Certains, les esprits géniaux, essayent de comprendre cette harmonie visible en formulant des lois générales qui expliquent les diverses singularités. Ceux-là cultivent ainsi leur propre esprit et renouvellent leur être.
Cet élan premier, où ne sont aucunement employées les démarches de la pensée réfléchie, se transforme ensuite en une recherche perpétuelle, en une obsession, celle de l’unité, de l’union. L’une des tendances la plus fondamentale chez l’être humain, c’est son effort pour trouver l’unité. Il cherche cette unité dans la politique, en amour, dans l’écriture d’un texte, dans l’élaboration d’une théorie physique, dans le développement d’une doctrine philosophique, dans la religion, dans la recherche d’une identité propre ou encore dans la pratique sexuelle. Être acteur de la création d’une unité nous console et nous réconcilie avec un monde où ne se trouvent à première vue que des monades qui ne peuvent pas communiquer. L’esprit humain, dès qu’il naît, est attiré de façon obsessionnelle vers la constitution d’unité.
Regardez le politique ! Il est à la recherche de l’unité de son pays, à la recherche de l’harmonie de la société, donc de l’union de la multitude, cette multitude possédant des volontés individuelles singulières. Il fait cela afin d’éviter les guerres civiles, les conflits communautaires ou encore les révoltes destructrices.
Regardez le physicien ! Il est à la recherche de rapports entre les phénomènes, de rapports qui les unissent afin de représenter un événement. Regardez le cosmologiste actuel ! Il est à la recherche d’une théorie du Tout, qui réunirait la mécanique quantique et la relativité générale, ne sachant pas si cette théorie est possible.
Regardez les religions ! Religion ; religare : relier. Regardez le christianisme ! Jésus est celui incarne l’unité du genre humain, celui qui, pour la première fois, a affirmé que tous les êtres humains sont frères. Regardez le mystique ! Il souhaite se confondre avec l’Un, en constante recherche de l’unité avec l’absolu. Regardez Dieu ! Dieu, c’est l’Un ; le Diable, c’est le deux, le multiple. Le Diable est celui qui divise, qui fragmente, qui sépare… Qui souhaite le Diable à part les fous, à part les individus fous de vivre ? Car qui dit multiple dit conflit, tension, engueulade, meurtre.
Regardez les philosophes ! Certains ont voulu bâtir un système total, une unité au sein même de la raison. Regardez les écrivains en général ! Eux qui veulent produire, sur un fond totalisant, un texte qui tiendrait de lui-même parce qu’il est unique, parce qu’il est la manifestation ultime d’une volonté cherchant l’unité parfaite des mots.

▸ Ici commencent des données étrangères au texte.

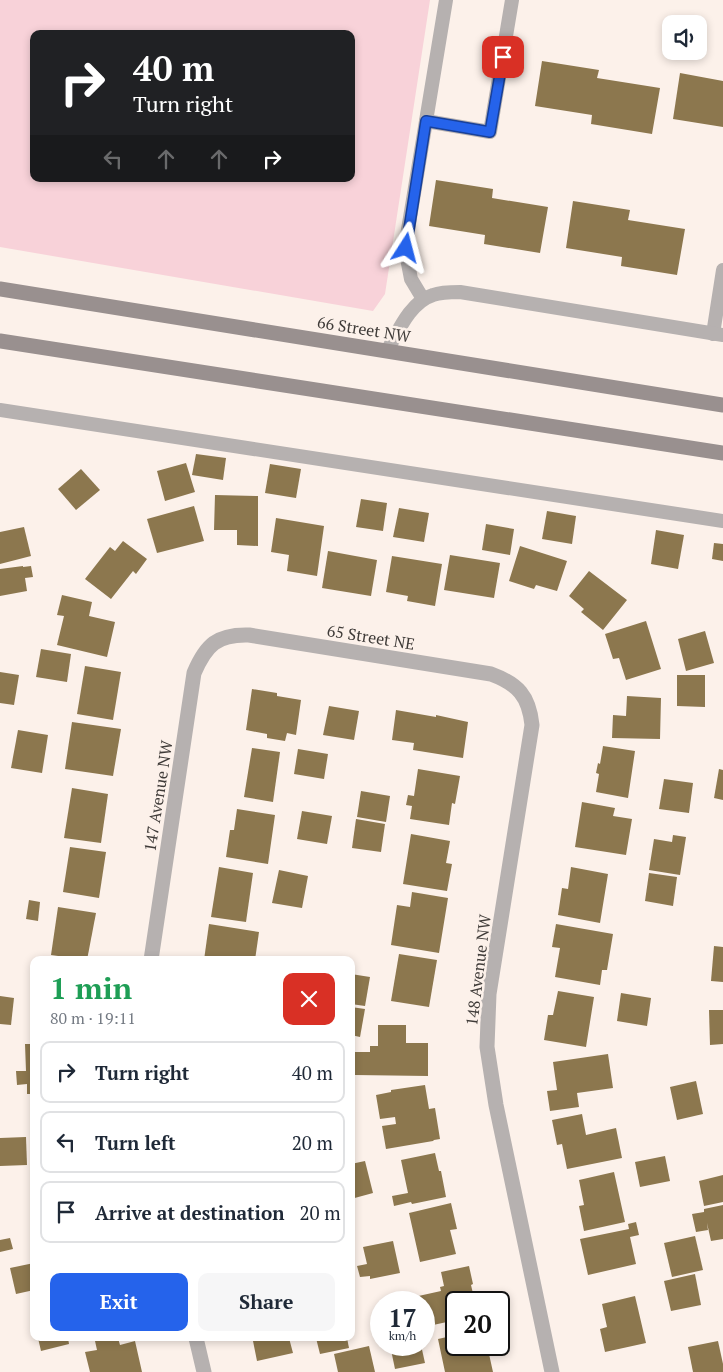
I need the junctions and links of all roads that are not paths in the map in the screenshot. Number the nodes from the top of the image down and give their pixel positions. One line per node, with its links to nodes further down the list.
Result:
1 (446, 0): 3 (lane)
2 (512, 0): 3 (lane)
3 (426, 121): 6 (lane)
4 (723, 270): 7 (lane)
5 (0, 289): 9 (main road, 66 Street NW)
6 (423, 299): 7 (lane); 9 (lane)
7 (718, 334)
8 (0, 341): 12 (main road)
9 (387, 351): 10 (main road, 66 Street NW)
10 (723, 405)
11 (0, 410): 13 (lane)
12 (723, 453)
13 (723, 521)
14 (214, 642): 15 (street, 65 Street NE); 16 (street, 147 Avenue NW)
15 (520, 690): 19 (street, 148 Avenue NW)
16 (152, 956)
17 (197, 1341): 18 (street)
18 (204, 1372)
19 (552, 1372)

Regardez les gens ! Eux qui cherchent une identité à leur être, qui veulent que leurs pensées et leurs actes coïncident sans une goutte de contradiction. Regardez ces consciences ! Elles qui veulent l’unité de leur raison, de leur ardeur et de leurs désirs.
Regardez les amoureux ! Eux qui cherchent, dans la relation avec une autre personne, leur union avec celle-ci. Regardez les familles ! Cette enveloppe entière, une, qui englobe de nombreux individus dans une seule et même structure.
Regardez le sexe ! Cet acte qui unifie deux individualités ; cet acte qui réunit deux individualités afin que celles-ci soient continues le temps d’un instant. Regardez deux corps brûlants ! Eux qui ne veulent plus que s’unir à l’autre, qui ne désirent qu’entrer dans les ténèbres et les lumières de la continuité sexuelle.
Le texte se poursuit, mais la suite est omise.